Yes, I guess what I was trying to get at without trying to get too specific with guidance was just As you look at these other signings, I imagine that you have the conversation with customers, there's both the opportunity for having more events within the contracts that you have and then also Adjusting your existing contracts and having these the new services that are attached with it. So I was just trying to think through how quickly we can start seeing those. It sounds like you'll be having those conversations in advance of this upcoming NFL season, But perhaps is it normally like a 1 to 2 year, 3 year ramp up or could this just be faster because it's Either larger or just the way it's structured.
Yes. I mean, I'm not sure I Totally follow the question. But if you're asking how we see the ramp, I mean, our revenues are related to the growth in the market as well. I mean, our business model is Consists of sort of 2 different parts. 1 is a fixed part, which is for the provision of the services.

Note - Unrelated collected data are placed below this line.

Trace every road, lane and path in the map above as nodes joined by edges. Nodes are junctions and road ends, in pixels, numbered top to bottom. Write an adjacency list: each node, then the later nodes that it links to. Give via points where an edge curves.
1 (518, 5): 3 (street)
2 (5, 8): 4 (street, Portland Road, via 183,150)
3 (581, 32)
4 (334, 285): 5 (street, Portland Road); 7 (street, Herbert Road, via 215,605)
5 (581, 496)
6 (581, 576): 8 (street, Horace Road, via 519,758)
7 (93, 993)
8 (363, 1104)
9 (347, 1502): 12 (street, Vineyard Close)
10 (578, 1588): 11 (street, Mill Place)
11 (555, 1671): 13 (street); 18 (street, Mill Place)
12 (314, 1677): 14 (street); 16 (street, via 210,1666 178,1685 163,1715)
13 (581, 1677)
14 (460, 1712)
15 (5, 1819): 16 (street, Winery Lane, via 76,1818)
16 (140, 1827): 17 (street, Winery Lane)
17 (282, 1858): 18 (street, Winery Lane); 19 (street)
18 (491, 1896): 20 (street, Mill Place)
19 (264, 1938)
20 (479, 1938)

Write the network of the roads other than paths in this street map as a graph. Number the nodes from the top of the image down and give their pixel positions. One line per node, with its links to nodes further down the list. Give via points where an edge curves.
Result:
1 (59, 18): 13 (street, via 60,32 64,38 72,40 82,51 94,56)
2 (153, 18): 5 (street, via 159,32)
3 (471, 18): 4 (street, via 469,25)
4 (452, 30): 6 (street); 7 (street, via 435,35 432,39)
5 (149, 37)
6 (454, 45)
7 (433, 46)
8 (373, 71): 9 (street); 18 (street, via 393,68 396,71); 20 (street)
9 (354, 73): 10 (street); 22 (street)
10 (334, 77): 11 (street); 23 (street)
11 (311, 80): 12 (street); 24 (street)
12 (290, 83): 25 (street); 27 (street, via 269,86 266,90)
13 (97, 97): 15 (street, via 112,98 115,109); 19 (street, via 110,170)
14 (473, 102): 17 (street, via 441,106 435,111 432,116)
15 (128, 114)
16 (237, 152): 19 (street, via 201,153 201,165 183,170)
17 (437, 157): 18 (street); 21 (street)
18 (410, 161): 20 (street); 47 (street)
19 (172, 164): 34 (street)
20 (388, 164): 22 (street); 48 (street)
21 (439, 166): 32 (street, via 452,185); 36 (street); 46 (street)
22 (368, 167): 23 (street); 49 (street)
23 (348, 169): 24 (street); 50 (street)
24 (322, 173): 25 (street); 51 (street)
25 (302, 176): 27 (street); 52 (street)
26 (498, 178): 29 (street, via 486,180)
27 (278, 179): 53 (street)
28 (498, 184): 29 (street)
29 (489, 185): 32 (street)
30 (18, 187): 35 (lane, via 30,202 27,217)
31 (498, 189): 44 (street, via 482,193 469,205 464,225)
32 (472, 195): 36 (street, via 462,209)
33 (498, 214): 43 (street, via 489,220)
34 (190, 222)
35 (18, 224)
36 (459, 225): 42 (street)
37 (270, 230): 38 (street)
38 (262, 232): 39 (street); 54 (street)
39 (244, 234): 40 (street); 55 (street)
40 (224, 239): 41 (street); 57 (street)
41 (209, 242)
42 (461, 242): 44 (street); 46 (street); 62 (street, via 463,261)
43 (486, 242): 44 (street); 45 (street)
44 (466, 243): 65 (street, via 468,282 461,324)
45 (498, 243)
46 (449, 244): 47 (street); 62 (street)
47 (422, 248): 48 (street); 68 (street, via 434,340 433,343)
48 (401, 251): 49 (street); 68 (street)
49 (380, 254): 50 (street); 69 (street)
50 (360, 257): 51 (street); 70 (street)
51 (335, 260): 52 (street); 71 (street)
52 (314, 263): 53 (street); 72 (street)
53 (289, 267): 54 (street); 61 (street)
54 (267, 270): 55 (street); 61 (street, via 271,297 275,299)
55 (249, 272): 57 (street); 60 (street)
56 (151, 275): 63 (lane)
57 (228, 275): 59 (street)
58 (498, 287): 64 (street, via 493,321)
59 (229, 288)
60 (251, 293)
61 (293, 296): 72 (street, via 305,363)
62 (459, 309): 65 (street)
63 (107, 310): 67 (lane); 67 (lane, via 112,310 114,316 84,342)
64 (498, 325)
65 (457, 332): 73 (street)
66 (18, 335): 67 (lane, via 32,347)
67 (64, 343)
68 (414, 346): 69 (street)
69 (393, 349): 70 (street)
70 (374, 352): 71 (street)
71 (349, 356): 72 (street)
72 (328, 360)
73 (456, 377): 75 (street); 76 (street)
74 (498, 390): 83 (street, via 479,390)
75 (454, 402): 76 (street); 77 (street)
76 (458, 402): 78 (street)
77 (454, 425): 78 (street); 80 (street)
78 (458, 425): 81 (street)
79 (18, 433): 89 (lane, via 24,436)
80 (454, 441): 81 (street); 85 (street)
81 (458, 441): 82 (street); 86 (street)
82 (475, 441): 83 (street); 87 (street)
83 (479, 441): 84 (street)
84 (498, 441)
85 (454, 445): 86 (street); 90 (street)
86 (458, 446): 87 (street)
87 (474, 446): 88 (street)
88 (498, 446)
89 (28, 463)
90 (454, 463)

And then we also, as I'm sure you're aware, take a slice of the gaming revenue. So we sort of see the ramp to achieve the 5% that we've stated to the market really coming as a result of increased partnerships, increased And provision of content, increased utilization and obviously an increase in the size of the market as well.
Yes. Hi, Stephen, it's Nick. And the other important thing to note is that in every contract With our sports book customers, we have upside levers. Regardless of what nature of that contract looks like, whether that's on a variable basis whether that's on a sort of fixed basis, we have the ability to go back to sportsbooks where we acquire material Assets like the NFL. And therefore, we will expect to be monetized in the NFL immediately in season 1.
But as Mark says, and then ultimately, obviously, the TAM will grow as the natural U. S. Focused TAM growth across the 6 years.
That's helpful. And one other one that's maybe a longer term question. You talked about the long term EBITDA targets. I guess, what would what is the long term cash conversion from EBITDA look like? Effectively, I know that you've got limited CapEx requirements, but do You generally think about software investment as being relatively fixed as well in that long term assumption?
Yes, that's right. We don't have a we capitalize a certain level of internally generated software. I think it was round about, top of my head, round about $10,000,000 to $15,000,000 in 2020. So and going forward, it's not going to ramp in any way linear to any revenue or EBITDA performance. It will stay at a relative absolute number as we continue to develop new products.
So the cash conversion on any EBITDA perspective will be pretty strong.
Awesome. Thanks so much.
Ladies and gentlemen, there are no further questions at this time. Thank you for your attention. The conference is now concluded and you may now disconnect your telephone. Thank you for joining and have a pleasant day. Goodbye.